What is polyarteritis nodosa? morphology and clinical features?

 Polyarteritis Nodosa

Polyarteritis nodosa (PAN) is a systemic vasculitis of small- or medium-sized muscular arteries; it typically involves the renal and visceral vessels and spares the pulmonary circulation. There is no association with ANCAS, but one-third of patients have chronic hepatitis B infection, which leads to the formation of immune complexes containing hepatitis B antigens that deposit in affected vessels. The cause is unknown in the remaining cases.

Pathogenesis of PAN

  • Immune complex–mediated vasculitis, often linked to Hepatitis B.

  • Immune complexes deposit in medium-sized arteries.

  • Activate the complement system → recruit neutrophils.

  • Causes fibrinoid necrosis and inflammation of the vessel wall.

  • Leads to thrombosis, aneurysms, and organ ischemia.

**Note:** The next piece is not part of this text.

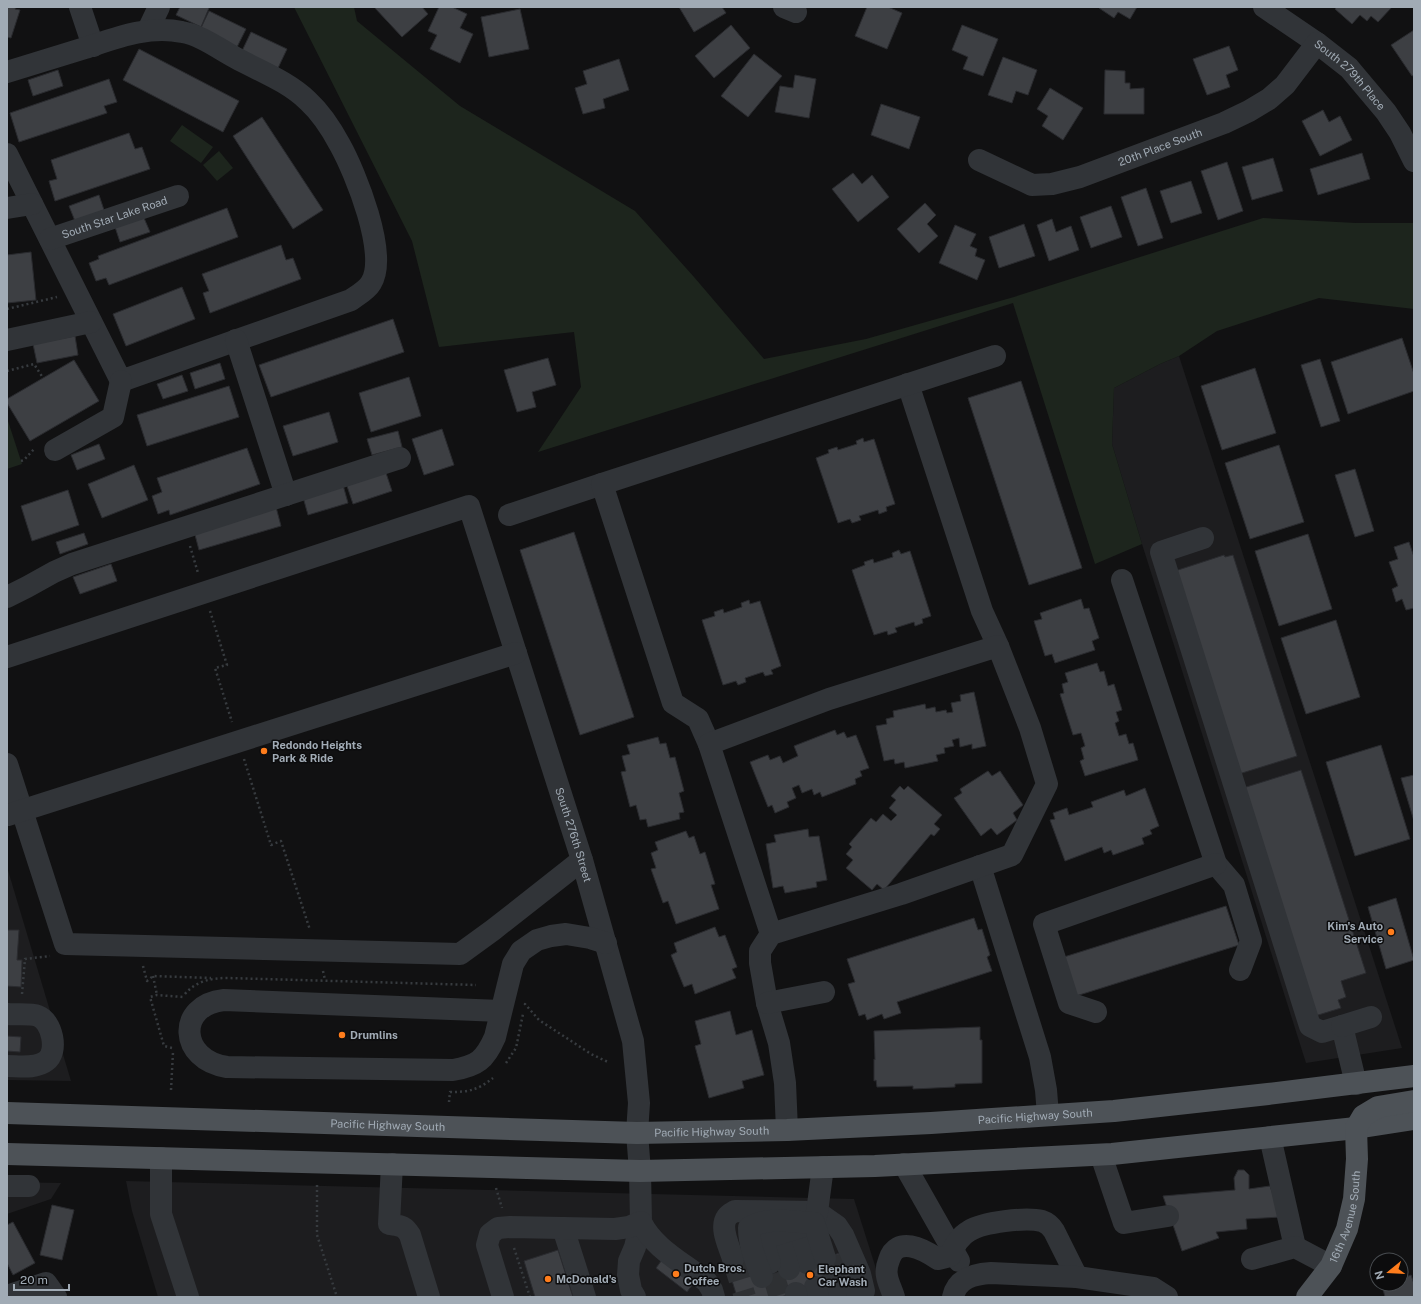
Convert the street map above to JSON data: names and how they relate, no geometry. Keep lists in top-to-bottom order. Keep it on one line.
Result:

  • Not associated with ANCA.

Morphology of PAN

Classic PAN is a segmental transmural necrotizing inflammation of small- to medium-sized arteries, often with superimposed thrombosis. Kidney, heart, liver, and gastrointestinal tract vessels are affected in descending order of frequency. Lesions usually involve only part of the vessel circumference and have a predilection for branch points. Impaired perfusion may lead to ulcerations, infarcts, ischemic atrophy, or hemorrhages in the distribution of affected vessels. The inflammatory process also weakens the arterial wall, leading to aneurysms and rupture.

What is polyarteritis nodosa?


In the acute phase, there is transmural mixed inflammatory infiltrate composed of neutrophils and mononuclear cells, frequently accompanied by fibrinoid necrosis and luminal thrombosis. Older lesions show fibrous thickening of the vessel wall extending into the adventitia. Characteristically, all stages of activity (from early to late) coexist in different vessels or even within the same vessel, suggesting ongoing and recurrent pathogenic insults.

Clinical Features

PAN is primarily a disease of young adults but can occur in all age groups. The clinical course typically is episodic, with long symptom-free intervals:

  • Systemic symptoms: Fever, weight loss, and fatigue.

  • Renal: Hypertension, hematuria (no glomerulonephritis).

  • Gastrointestinal: Abdominal pain, bleeding, infarction.

  • Musculoskeletal: Myalgia, arthralgia.

  • Neurological: Mononeuritis multiplex (asymmetric neuropathy).

  • Skin: Livedo reticularis, nodules, ulcers, purpura.

  • Cardiac: Myocardial ischemia (due to coronary vasculitis).

Untreated, PAN typically is fatal; however, with immunosuppression, 5-year survival is close to 80%. Relapse occurs in up to 25% of the cases, more often in non-HBV-associated cases than those that follow HBV infection. The latter have a better long-term prognosis.